■ Problem: The full set of entries, reproduced exactly, is the expected answer.

(Items from a data source)
┄┄┄┄┄┄

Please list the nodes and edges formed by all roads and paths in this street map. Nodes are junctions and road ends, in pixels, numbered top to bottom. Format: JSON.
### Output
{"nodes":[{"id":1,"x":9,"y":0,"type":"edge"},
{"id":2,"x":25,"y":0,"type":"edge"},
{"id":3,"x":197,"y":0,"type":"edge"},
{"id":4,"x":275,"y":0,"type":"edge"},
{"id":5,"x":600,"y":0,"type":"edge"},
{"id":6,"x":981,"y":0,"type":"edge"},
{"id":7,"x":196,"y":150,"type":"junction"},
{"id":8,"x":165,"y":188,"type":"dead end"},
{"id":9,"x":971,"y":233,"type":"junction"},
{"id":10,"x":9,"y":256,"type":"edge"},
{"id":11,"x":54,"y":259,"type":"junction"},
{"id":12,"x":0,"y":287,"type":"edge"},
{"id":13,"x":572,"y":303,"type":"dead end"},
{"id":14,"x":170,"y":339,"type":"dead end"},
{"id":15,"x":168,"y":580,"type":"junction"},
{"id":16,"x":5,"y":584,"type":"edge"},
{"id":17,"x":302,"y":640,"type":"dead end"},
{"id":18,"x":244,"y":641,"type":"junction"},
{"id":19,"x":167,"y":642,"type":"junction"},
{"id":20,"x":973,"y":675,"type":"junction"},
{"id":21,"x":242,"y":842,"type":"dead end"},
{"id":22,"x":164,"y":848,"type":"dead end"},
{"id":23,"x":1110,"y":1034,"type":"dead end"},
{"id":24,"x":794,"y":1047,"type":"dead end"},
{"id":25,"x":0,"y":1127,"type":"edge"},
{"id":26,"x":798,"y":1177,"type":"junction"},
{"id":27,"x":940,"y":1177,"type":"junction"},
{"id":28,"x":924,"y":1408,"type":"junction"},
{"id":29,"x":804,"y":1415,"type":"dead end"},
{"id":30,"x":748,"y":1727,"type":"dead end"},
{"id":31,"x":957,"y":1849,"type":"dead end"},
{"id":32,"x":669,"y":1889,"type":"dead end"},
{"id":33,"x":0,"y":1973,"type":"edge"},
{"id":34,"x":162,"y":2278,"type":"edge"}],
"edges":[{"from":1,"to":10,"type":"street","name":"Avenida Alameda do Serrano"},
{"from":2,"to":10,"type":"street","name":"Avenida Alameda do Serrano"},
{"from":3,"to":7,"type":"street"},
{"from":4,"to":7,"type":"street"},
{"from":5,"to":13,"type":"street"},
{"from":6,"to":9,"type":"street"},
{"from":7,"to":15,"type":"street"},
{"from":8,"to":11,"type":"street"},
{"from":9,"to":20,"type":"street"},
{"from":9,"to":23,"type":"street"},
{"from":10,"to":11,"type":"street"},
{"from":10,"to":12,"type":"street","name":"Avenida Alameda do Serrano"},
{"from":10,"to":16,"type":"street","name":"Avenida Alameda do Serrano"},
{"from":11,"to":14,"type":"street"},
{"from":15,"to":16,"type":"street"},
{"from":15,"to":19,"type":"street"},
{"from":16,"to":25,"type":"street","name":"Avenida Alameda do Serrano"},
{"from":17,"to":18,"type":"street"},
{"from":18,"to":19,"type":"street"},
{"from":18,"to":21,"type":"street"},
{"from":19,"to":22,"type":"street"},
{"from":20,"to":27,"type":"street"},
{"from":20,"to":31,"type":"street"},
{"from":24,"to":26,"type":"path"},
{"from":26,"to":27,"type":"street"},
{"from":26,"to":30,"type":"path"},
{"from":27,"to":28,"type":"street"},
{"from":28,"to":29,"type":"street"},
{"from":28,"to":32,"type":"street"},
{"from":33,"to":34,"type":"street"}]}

┄┄┄┄┄┄

■ Solution for this task:
Please list the nodes and edges formed by all roads and paths in this street map. Nodes are junctions and road ends, in pixels, numbered top to bottom. Format: JSON.
### Output
{"nodes":[{"id":1,"x":9,"y":0,"type":"edge"},
{"id":2,"x":25,"y":0,"type":"edge"},
{"id":3,"x":197,"y":0,"type":"edge"},
{"id":4,"x":275,"y":0,"type":"edge"},
{"id":5,"x":600,"y":0,"type":"edge"},
{"id":6,"x":981,"y":0,"type":"edge"},
{"id":7,"x":196,"y":150,"type":"junction"},
{"id":8,"x":165,"y":188,"type":"dead end"},
{"id":9,"x":971,"y":233,"type":"junction"},
{"id":10,"x":9,"y":256,"type":"edge"},
{"id":11,"x":54,"y":259,"type":"junction"},
{"id":12,"x":0,"y":287,"type":"edge"},
{"id":13,"x":572,"y":303,"type":"dead end"},
{"id":14,"x":170,"y":339,"type":"dead end"},
{"id":15,"x":168,"y":580,"type":"junction"},
{"id":16,"x":5,"y":584,"type":"edge"},
{"id":17,"x":302,"y":640,"type":"dead end"},
{"id":18,"x":244,"y":641,"type":"junction"},
{"id":19,"x":167,"y":642,"type":"junction"},
{"id":20,"x":973,"y":675,"type":"junction"},
{"id":21,"x":242,"y":842,"type":"dead end"},
{"id":22,"x":164,"y":848,"type":"dead end"},
{"id":23,"x":1110,"y":1034,"type":"dead end"},
{"id":24,"x":794,"y":1047,"type":"dead end"},
{"id":25,"x":0,"y":1127,"type":"edge"},
{"id":26,"x":798,"y":1177,"type":"junction"},
{"id":27,"x":940,"y":1177,"type":"junction"},
{"id":28,"x":924,"y":1408,"type":"junction"},
{"id":29,"x":804,"y":1415,"type":"dead end"},
{"id":30,"x":748,"y":1727,"type":"dead end"},
{"id":31,"x":957,"y":1849,"type":"dead end"},
{"id":32,"x":669,"y":1889,"type":"dead end"},
{"id":33,"x":0,"y":1973,"type":"edge"},
{"id":34,"x":162,"y":2278,"type":"edge"}],
"edges":[{"from":1,"to":10,"type":"street","name":"Avenida Alameda do Serrano"},
{"from":2,"to":10,"type":"street","name":"Avenida Alameda do Serrano"},
{"from":3,"to":7,"type":"street"},
{"from":4,"to":7,"type":"street"},
{"from":5,"to":13,"type":"street"},
{"from":6,"to":9,"type":"street"},
{"from":7,"to":15,"type":"street"},
{"from":8,"to":11,"type":"street"},
{"from":9,"to":20,"type":"street"},
{"from":9,"to":23,"type":"street"},
{"from":10,"to":11,"type":"street"},
{"from":10,"to":12,"type":"street","name":"Avenida Alameda do Serrano"},
{"from":10,"to":16,"type":"street","name":"Avenida Alameda do Serrano"},
{"from":11,"to":14,"type":"street"},
{"from":15,"to":16,"type":"street"},
{"from":15,"to":19,"type":"street"},
{"from":16,"to":25,"type":"street","name":"Avenida Alameda do Serrano"},
{"from":17,"to":18,"type":"street"},
{"from":18,"to":19,"type":"street"},
{"from":18,"to":21,"type":"street"},
{"from":19,"to":22,"type":"street"},
{"from":20,"to":27,"type":"street"},
{"from":20,"to":31,"type":"street"},
{"from":24,"to":26,"type":"path"},
{"from":26,"to":27,"type":"street"},
{"from":26,"to":30,"type":"path"},
{"from":27,"to":28,"type":"street"},
{"from":28,"to":29,"type":"street"},
{"from":28,"to":32,"type":"street"},
{"from":33,"to":34,"type":"street"}]}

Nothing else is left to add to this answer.